Immunogenicity of intranasal vaccine based on SARS-CoV-2 spike protein during primary and booster immunizations in mice.

Mucosal immunity plays a crucial role in combating and controlling the spread of highly mutated severe acute respiratory syndrome coronavirus 2 (SARS-CoV-2). Recombinant subunit vaccines have shown safety and efficacy in clinical trials, but further investigation is necessary to evaluate their feasibility as mucosal vaccines. This study developed a SARS-CoV-2 mucosal vaccine using spike (S) proteins from a prototype strain and the omicron variant, along with a cationic chitosan adjuvant, and systematically evaluated its immunogenicity after both primary and booster immunization in mice.

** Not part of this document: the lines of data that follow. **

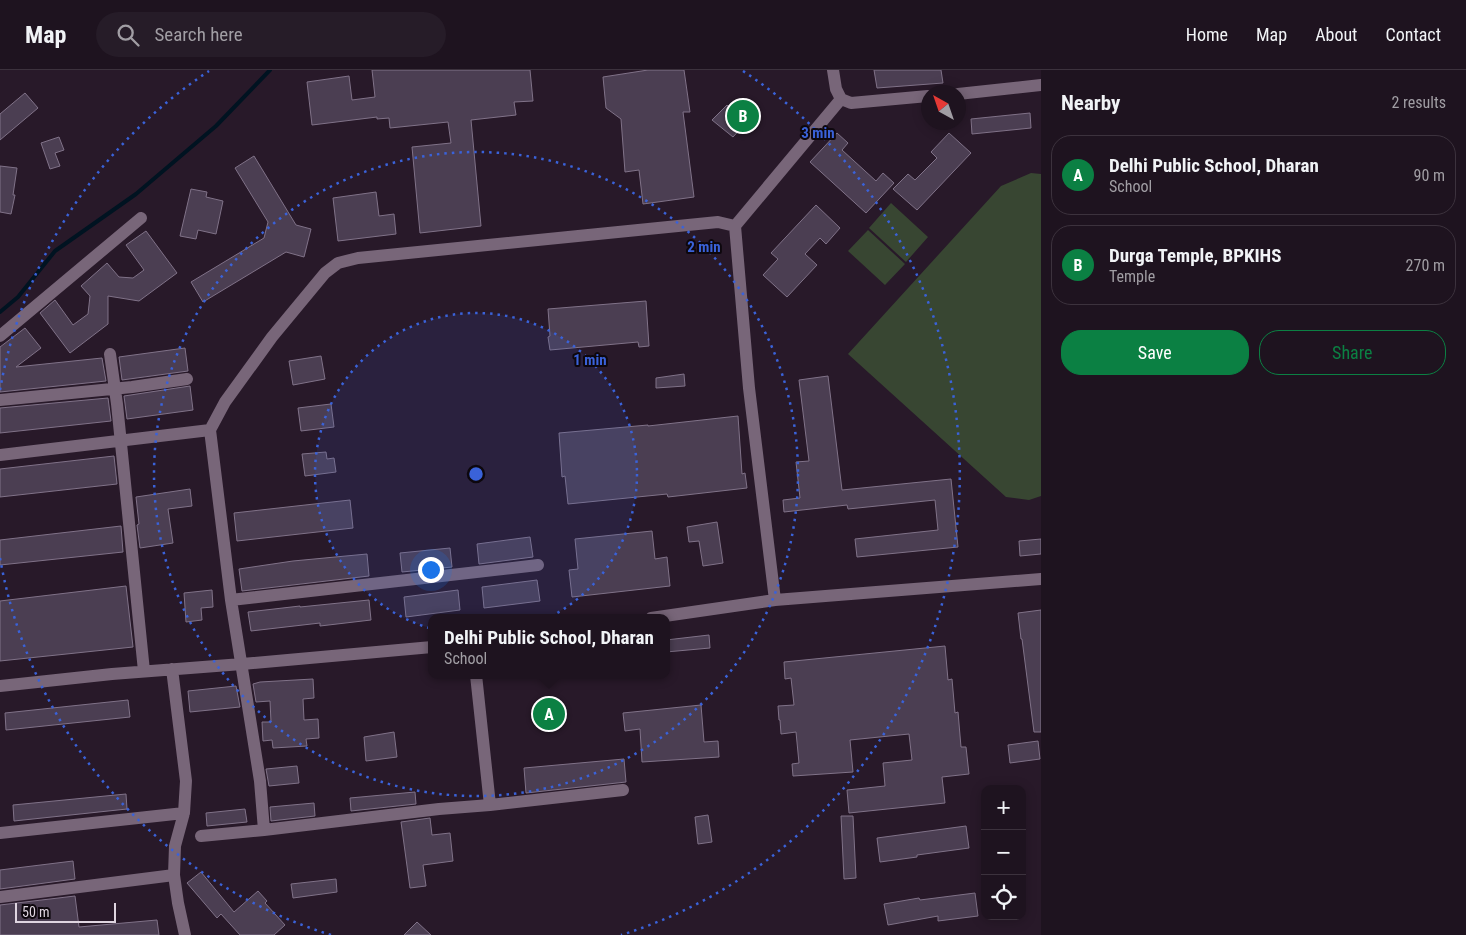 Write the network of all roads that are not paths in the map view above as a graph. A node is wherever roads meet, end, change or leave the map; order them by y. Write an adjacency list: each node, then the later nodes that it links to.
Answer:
1 (834, 70): 5 (street)
2 (1041, 85): 3 (street)
3 (966, 93)
4 (921, 97): 5 (street)
5 (841, 100): 7 (street)
6 (141, 218): 8 (street)
7 (735, 226): 13 (street); 19 (street)
8 (0, 336)
9 (110, 354): 11 (street)
10 (187, 379): 11 (street)
11 (115, 388): 12 (street); 14 (street)
12 (0, 400)
13 (210, 430): 14 (street); 18 (street)
14 (121, 441): 15 (street); 24 (street)
15 (0, 455)
16 (538, 565): 18 (street)
17 (1041, 579): 19 (street)
18 (231, 600): 22 (street)
19 (775, 600): 20 (street)
20 (670, 615)
21 (428, 647): 22 (street)
22 (242, 664): 23 (street); 30 (street)
23 (172, 669): 24 (street); 29 (street)
24 (144, 671): 26 (street)
25 (476, 679): 28 (street)
26 (0, 686)
27 (623, 790): 28 (street)
28 (490, 805): 30 (street)
29 (184, 813): 31 (street); 33 (street)
30 (264, 830): 32 (street)
31 (0, 833)
32 (201, 836)
33 (174, 875): 34 (street); 35 (street)
34 (0, 896)
35 (185, 935)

Primary immunization through intraperitoneal and intranasal administration of the S protein elicited cross-reactive antibodies against prototype strains, as well as delta and omicron variants, with particularly strong effects observed after mucosal vaccination. In the context of booster immunization following primary immunization with inactivated vaccines, the omicron-based S protein mucosal vaccine resulted in a broader and more robust neutralizing antibody response in both serum and respiratory mucosa compared to the prototype vaccine, enhancing protection against different variants. These findings indicate that mucosal vaccination with the S protein has the potential to trigger a broader and stronger antibody response during primary and booster immunization, making it a promising strategy against respiratory pathogens.